◆ **ASSIGNMENT**:
Return each record unchanged and drop the images.

◆ **SOURCE DATA**:
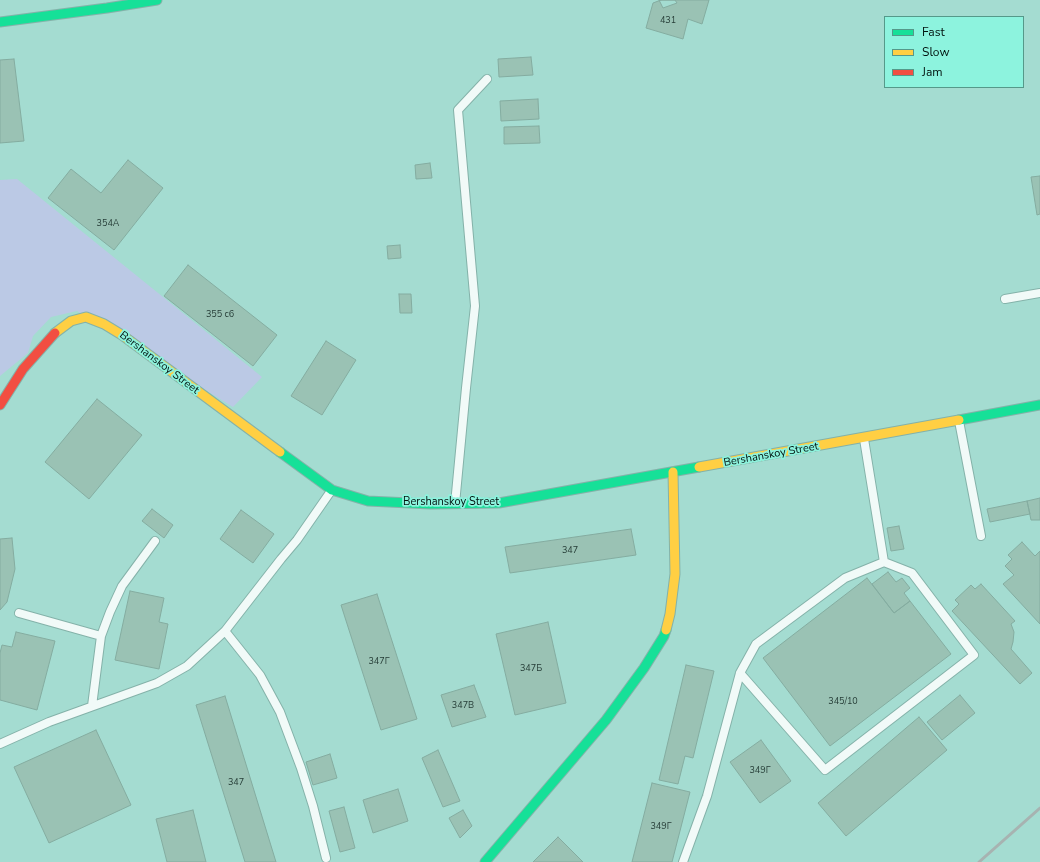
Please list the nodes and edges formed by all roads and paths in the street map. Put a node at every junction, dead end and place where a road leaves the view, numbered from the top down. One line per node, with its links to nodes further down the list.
1 (157, 0): 2 (street)
2 (0, 22)
3 (487, 79): 12 (lane)
4 (1040, 293): 5 (lane)
5 (1006, 299)
6 (0, 405): 11 (street, Bershanskoy Street)
7 (1040, 406): 8 (street, Bershanskoy Street)
8 (959, 421): 9 (street, Bershanskoy Street); 13 (lane)
9 (864, 438): 10 (street, Bershanskoy Street); 15 (lane)
10 (673, 472): 12 (street, Bershanskoy Street); 23 (street)
11 (332, 490): 12 (street, Bershanskoy Street); 17 (lane)
12 (455, 504)
13 (981, 536)
14 (155, 541): 18 (lane)
15 (884, 562): 19 (lane); 19 (lane)
16 (18, 613): 18 (lane)
17 (225, 631): 20 (lane); 22 (lane)
18 (101, 636): 20 (lane)
19 (740, 674): 24 (lane)
20 (92, 706): 21 (lane)
21 (0, 744)
22 (326, 858)
23 (485, 862)
24 (683, 862)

◆ **YOUR RESPONSE**:
Please list the nodes and edges formed by all roads and paths in the street map. Put a node at every junction, dead end and place where a road leaves the view, numbered from the top down. One line per node, with its links to nodes further down the list.
1 (157, 0): 2 (street)
2 (0, 22)
3 (487, 79): 12 (lane)
4 (1040, 293): 5 (lane)
5 (1006, 299)
6 (0, 405): 11 (street, Bershanskoy Street)
7 (1040, 406): 8 (street, Bershanskoy Street)
8 (959, 421): 9 (street, Bershanskoy Street); 13 (lane)
9 (864, 438): 10 (street, Bershanskoy Street); 15 (lane)
10 (673, 472): 12 (street, Bershanskoy Street); 23 (street)
11 (332, 490): 12 (street, Bershanskoy Street); 17 (lane)
12 (455, 504)
13 (981, 536)
14 (155, 541): 18 (lane)
15 (884, 562): 19 (lane); 19 (lane)
16 (18, 613): 18 (lane)
17 (225, 631): 20 (lane); 22 (lane)
18 (101, 636): 20 (lane)
19 (740, 674): 24 (lane)
20 (92, 706): 21 (lane)
21 (0, 744)
22 (326, 858)
23 (485, 862)
24 (683, 862)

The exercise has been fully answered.